* EXERCISE PROMPT: The lines you return should be those containing the string "road", taken from the data below.

* DATASET ENTRIES:
>>>>

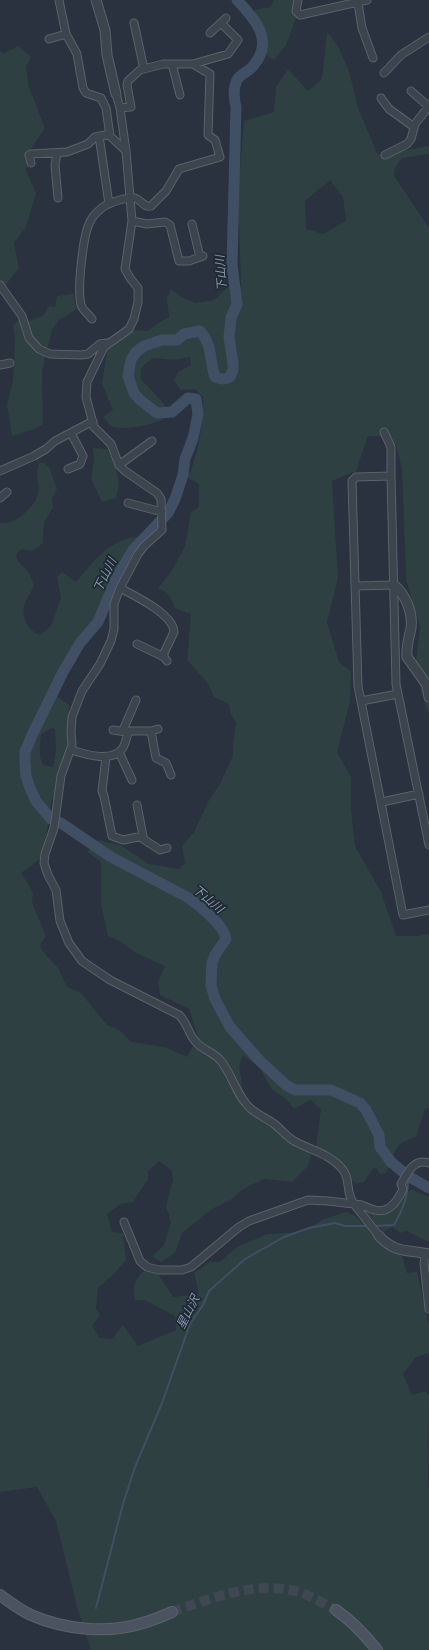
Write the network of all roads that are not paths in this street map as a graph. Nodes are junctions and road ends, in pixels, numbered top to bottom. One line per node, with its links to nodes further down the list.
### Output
1 (59, 0): 8 (street)
2 (96, 0): 17 (street)
3 (298, 0): 5 (street)
4 (367, 0): 5 (street)
5 (358, 3): 11 (street)
6 (134, 23): 14 (street)
7 (210, 33): 13 (street)
8 (66, 34): 10 (street); 24 (street)
9 (429, 37): 15 (street)
10 (49, 39)
11 (373, 58)
12 (172, 64): 13 (street); 14 (street); 18 (street)
13 (193, 64): 30 (street)
14 (144, 69): 21 (street)
15 (384, 73)
16 (411, 91): 20 (street)
17 (116, 94): 21 (street)
18 (180, 96)
19 (381, 98): 22 (street)
20 (429, 106): 22 (street)
21 (120, 108): 25 (street)
22 (414, 127): 27 (street)
23 (99, 136): 24 (street); 26 (street); 31 (street)
24 (110, 136): 25 (street)
25 (126, 151): 30 (street)
26 (57, 153): 28 (street); 29 (street)
27 (385, 155)
28 (31, 163)
29 (58, 198)
30 (130, 198): 31 (street); 32 (street)
31 (109, 204): 35 (street)
32 (132, 221): 33 (street); 36 (street)
33 (192, 224)
34 (0, 285): 36 (street)
35 (92, 319)
36 (108, 344): 39 (street)
37 (10, 364): 38 (street)
38 (0, 365)
39 (93, 421): 41 (street); 43 (street)
40 (384, 432): 46 (street)
41 (72, 433): 44 (street); 45 (street)
42 (152, 441): 43 (street)
43 (119, 465): 50 (street)
44 (68, 469)
45 (0, 471)
46 (391, 476): 51 (street); 52 (street)
47 (7, 492): 48 (street)
48 (0, 498)
49 (128, 503): 50 (street)
50 (162, 513): 53 (street)
51 (394, 585): 52 (street); 55 (street); 56 (street)
52 (356, 586): 58 (street)
53 (120, 588): 54 (street); 61 (street)
54 (137, 644)
55 (398, 694): 58 (street); 66 (street)
56 (429, 697)
57 (136, 700): 60 (street)
58 (361, 701): 67 (street)
59 (112, 730): 60 (street)
60 (127, 733): 62 (street); 64 (street)
61 (71, 750): 63 (street); 74 (street)
62 (119, 752): 63 (street); 65 (street)
63 (106, 757): 69 (street)
64 (171, 775)
65 (132, 780)
66 (419, 794): 67 (street); 70 (street)
67 (382, 802): 72 (street)
68 (137, 805): 69 (street)
69 (143, 836): 71 (street)
70 (429, 846)
71 (167, 848)
72 (429, 910)
73 (429, 1163): 74 (street)
74 (355, 1206): 75 (street); 76 (street)
75 (124, 1222)
76 (379, 1236): 77 (street)
77 (428, 1254): 78 (street)
78 (429, 1309)
79 (0, 1595): 81 (main road)
80 (336, 1610): 82 (main road)
81 (172, 1612)
82 (377, 1650)

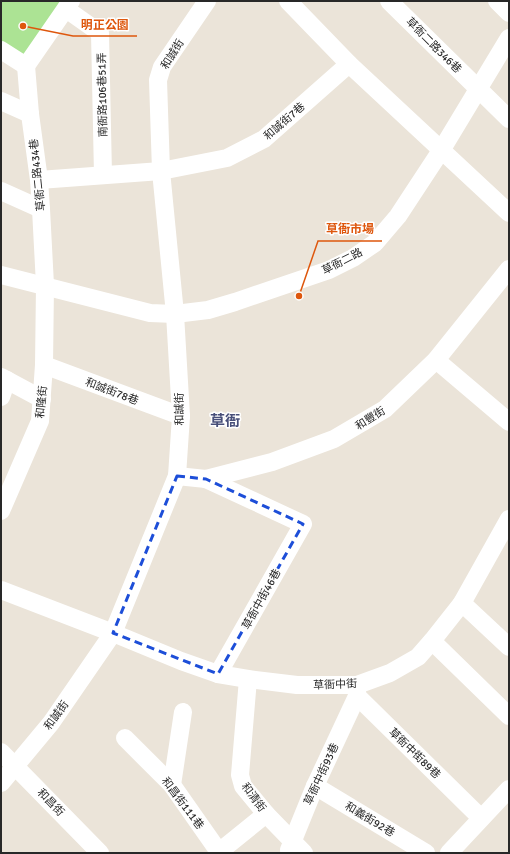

<<<<

* EXERCISE RESULT:
Write the network of all roads that are not paths in this street map as a graph. Nodes are junctions and road ends, in pixels, numbered top to bottom. One line per node, with its links to nodes further down the list.
79 (0, 1595): 81 (main road)
80 (336, 1610): 82 (main road)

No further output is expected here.